— Mais ce sont des vêtements féminins !
— Faut bien, puisque tu vas devenir la vieille bonne du Docteur Béru !
— Hein ! s'exclame le cher débris en mettant à son « hein » trois « h » de plus que ne le ferait un Anglais.
— Textuel, mon trognon. Alexandre-Benoit Bérurier, tu l'auras peut-être lu sur la porte d'entrée, est le nouveau toubib de Caducet-sur-Parbrise, et toi tu seras sa bonne nounou attentive ! Regarde la mignonne perruque grise qu'on t'a choisie, mon biquet, et dis-moi si, avec son beau chignon, elle ne va pas te transformer en sœur cadette de Pauline Carton !
— C'est insensé !
— Aussi insensé que les trois meurtres qui furent commis sous ce toit, ma vieille capsule ! Mais à crime insensé, enquête insensée, comme l'a si justement écrit La Rochefoucauld dans son « Traité sur la germination instantanée du soja sur le sol lunaire ».
— Voyons, San-Antonio. Et ma moustache ?
— L'affaire d'un instant, dis-je en m'emparant d'un rasoir mécanique.
Il se rebiffe drôlement, le Pinaud des Charentes.
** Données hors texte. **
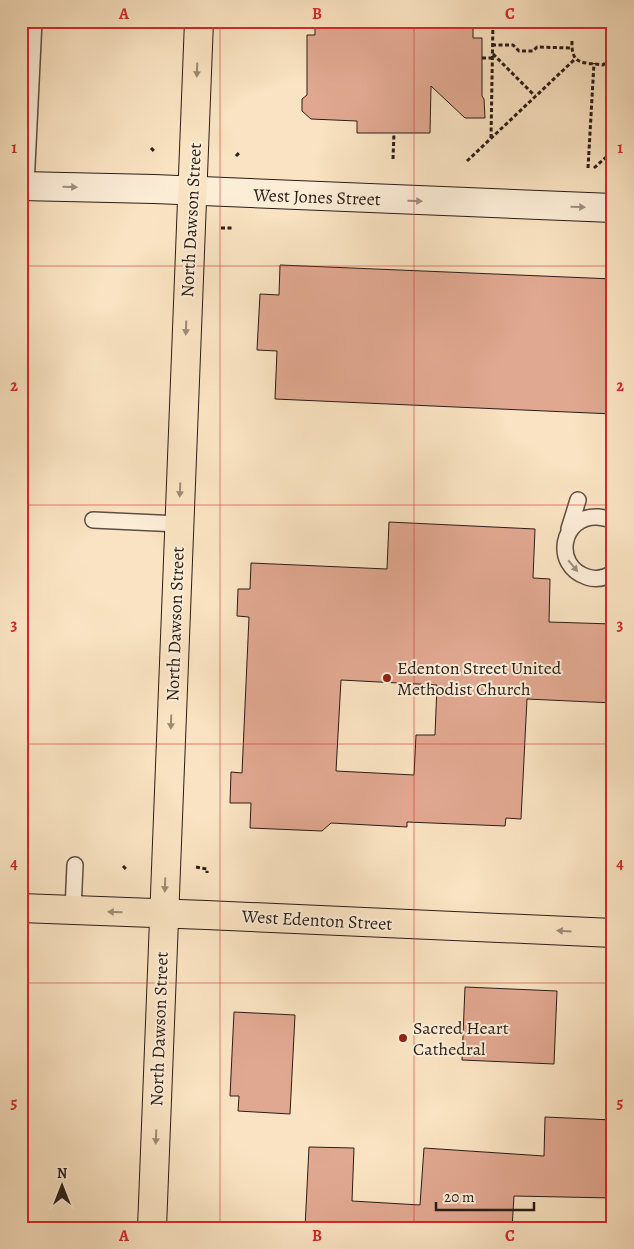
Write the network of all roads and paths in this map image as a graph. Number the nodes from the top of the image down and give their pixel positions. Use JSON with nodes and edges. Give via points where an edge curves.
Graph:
{"nodes":[{"id":1,"x":34,"y":21,"type":"edge"},
{"id":2,"x":199,"y":21,"type":"edge"},
{"id":3,"x":493,"y":21,"type":"edge"},
{"id":4,"x":572,"y":41,"type":"dead end"},
{"id":5,"x":492,"y":45,"type":"junction"},
{"id":6,"x":572,"y":48,"type":"junction"},
{"id":7,"x":613,"y":52,"type":"edge"},
{"id":8,"x":492,"y":53,"type":"junction"},
{"id":9,"x":612,"y":57,"type":"edge"},
{"id":10,"x":482,"y":58,"type":"dead end"},
{"id":11,"x":492,"y":58,"type":"junction"},
{"id":12,"x":575,"y":59,"type":"junction"},
{"id":13,"x":594,"y":64,"type":"junction"},
{"id":14,"x":536,"y":96,"type":"junction"},
{"id":15,"x":394,"y":133,"type":"dead end"},
{"id":16,"x":491,"y":138,"type":"junction"},
{"id":17,"x":613,"y":151,"type":"edge"},
{"id":18,"x":240,"y":152,"type":"dead end"},
{"id":19,"x":236,"y":156,"type":"dead end"},
{"id":20,"x":393,"y":159,"type":"dead end"},
{"id":21,"x":467,"y":161,"type":"dead end"},
{"id":22,"x":588,"y":168,"type":"dead end"},
{"id":23,"x":594,"y":168,"type":"dead end"},
{"id":24,"x":24,"y":186,"type":"edge"},
{"id":25,"x":192,"y":192,"type":"junction"},
{"id":26,"x":613,"y":208,"type":"edge"},
{"id":27,"x":578,"y":500,"type":"dead end"},
{"id":28,"x":93,"y":520,"type":"dead end"},
{"id":29,"x":613,"y":522,"type":"edge"},
{"id":30,"x":179,"y":524,"type":"junction"},
{"id":31,"x":567,"y":534,"type":"junction"},
{"id":32,"x":613,"y":573,"type":"edge"},
{"id":33,"x":75,"y":865,"type":"dead end"},
{"id":34,"x":195,"y":867,"type":"dead end"},
{"id":35,"x":207,"y":874,"type":"dead end"},
{"id":36,"x":21,"y":908,"type":"edge"},
{"id":37,"x":73,"y":910,"type":"junction"},
{"id":38,"x":164,"y":913,"type":"junction"},
{"id":39,"x":613,"y":933,"type":"edge"},
{"id":40,"x":152,"y":1228,"type":"edge"}],
"edges":[{"from":1,"to":24,"type":"lane"},
{"from":2,"to":25,"type":"main road","name":"North Dawson Street","one_way":true},
{"from":3,"to":5,"type":"path"},
{"from":4,"to":6,"type":"path"},
{"from":5,"to":6,"type":"path","via":[[513,45],[519,50],[533,51],[537,47]]},
{"from":5,"to":8,"type":"path"},
{"from":6,"to":12,"type":"path"},
{"from":7,"to":9,"type":"path"},
{"from":8,"to":11,"type":"path"},
{"from":8,"to":14,"type":"path"},
{"from":9,"to":13,"type":"path","via":[[603,65]]},
{"from":10,"to":11,"type":"path"},
{"from":11,"to":16,"type":"path"},
{"from":12,"to":13,"type":"path"},
{"from":12,"to":14,"type":"path"},
{"from":13,"to":22,"type":"path"},
{"from":14,"to":16,"type":"path"},
{"from":15,"to":20,"type":"path"},
{"from":16,"to":21,"type":"path"},
{"from":17,"to":23,"type":"path"},
{"from":18,"to":19,"type":"path"},
{"from":24,"to":25,"type":"street","name":"West Jones Street","one_way":true},
{"from":25,"to":26,"type":"street","name":"West Jones Street","one_way":true},
{"from":25,"to":30,"type":"main road","name":"North Dawson Street","one_way":true},
{"from":27,"to":31,"type":"lane"},
{"from":28,"to":30,"type":"lane"},
{"from":29,"to":31,"type":"lane","via":[[589,517],[573,525]]},
{"from":30,"to":38,"type":"main road","name":"North Dawson Street","one_way":true},
{"from":31,"to":32,"type":"lane","one_way":true,"via":[[566,558],[580,574],[600,578]]},
{"from":33,"to":37,"type":"lane"},
{"from":34,"to":35,"type":"path","via":[[207,869]]},
{"from":36,"to":37,"type":"main road","name":"West Edenton Street"},
{"from":38,"to":37,"type":"main road","name":"West Edenton Street","one_way":true},
{"from":39,"to":38,"type":"main road","name":"West Edenton Street","one_way":true},
{"from":38,"to":40,"type":"main road","name":"North Dawson Street","one_way":true}]}
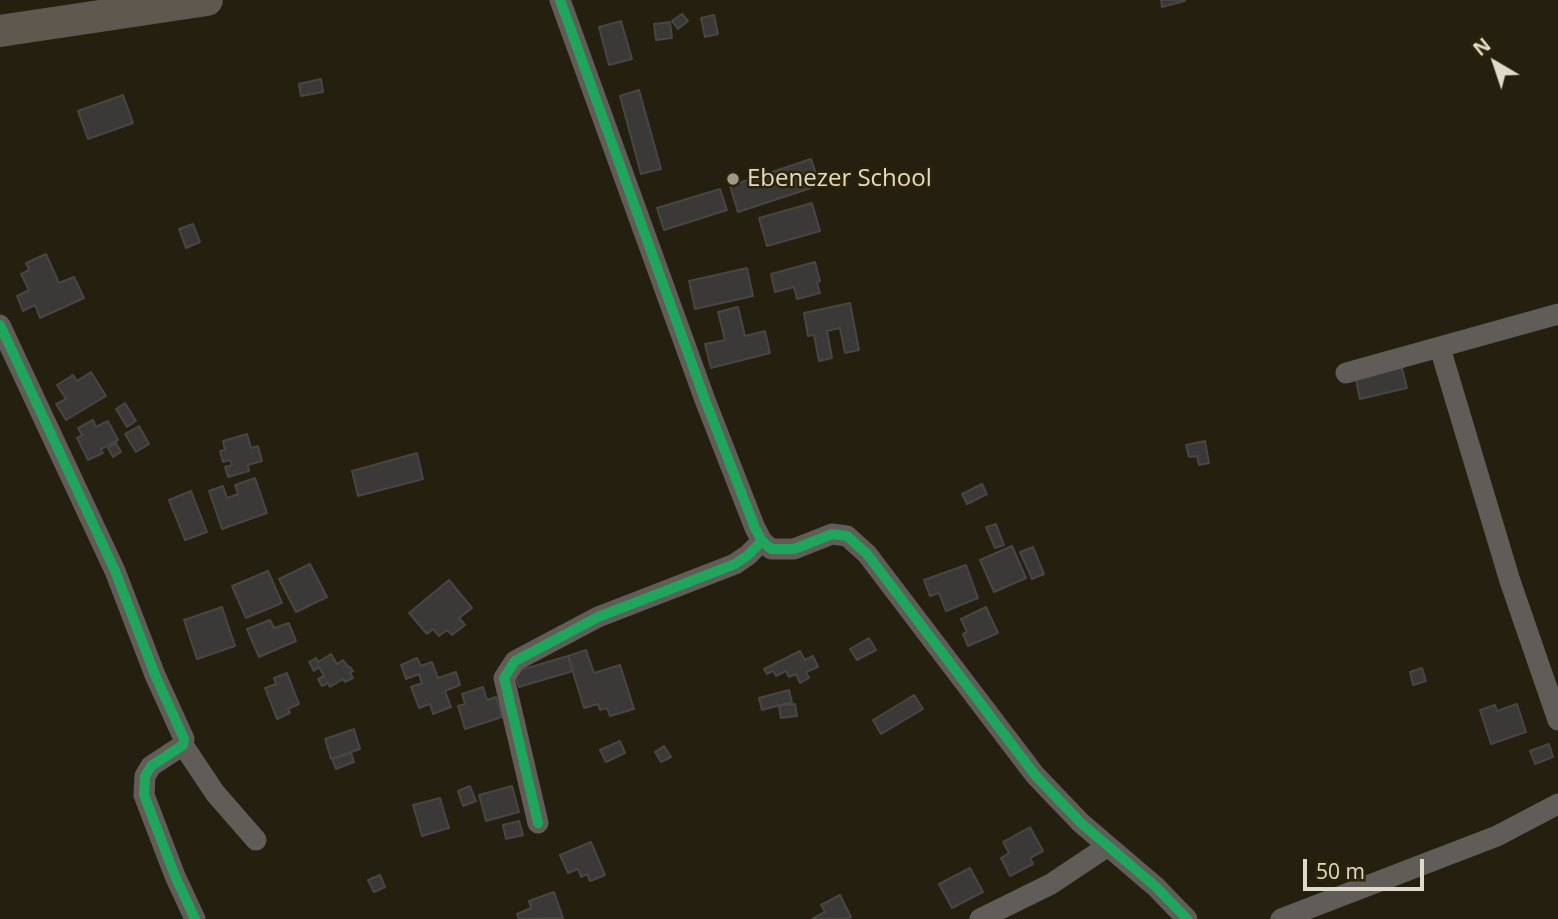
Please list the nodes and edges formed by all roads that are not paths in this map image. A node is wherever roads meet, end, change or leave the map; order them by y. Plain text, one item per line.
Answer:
1 (207, 0) edge
2 (560, 0) edge
3 (0, 31) edge
4 (1558, 314) edge
5 (0, 325) edge
6 (1440, 348) junction
7 (1346, 373) dead end
8 (762, 541) junction
9 (1558, 720) edge
10 (183, 745) junction
11 (1558, 804) edge
12 (538, 822) dead end
13 (256, 840) dead end
14 (1108, 846) junction
15 (194, 919) edge
16 (979, 919) edge
17 (1187, 919) edge
18 (1281, 919) edge

1 - 3 highway
2 - 8 street
4 - 6 street
5 - 10 street
6 - 7 street
6 - 9 street
8 - 12 street
8 - 14 street
10 - 13 street
10 - 15 street
11 - 18 street
14 - 16 street
14 - 17 street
On peut exiger tout de lui, sauf cette mutilation. Depuis l'âge de 18 ans, il porte cette moustache, et il entend décéder avec. Elle a bravé tous ses mégots, tous ses briquets. Elle protège sa lèvre supérieure des frimas. Elle éponge ses rhumes tenaces. Elle calme la fébrilité de ses doigts. Elle le virilise, le décore, le ponctue, l'affirme, l'achève. Elle est signalée sur ses papiers d'identité. Elle appartient à l'histoire. Il vit derrière elle comme derrière un buisson. Ces poils maigrelets ont fini par constituer pour lui un rempart. Sa personnalité, sa sécurité morale dépendent d'elle. Tout son être n'est que le support de sa moustache, le pot de terre qui alimente la plante rare. Il n'a pas eu d'enfant, Pinaud, il n'a eu qu'une moustache. C'est sa floraison glorieuse, sa moisson d'homme.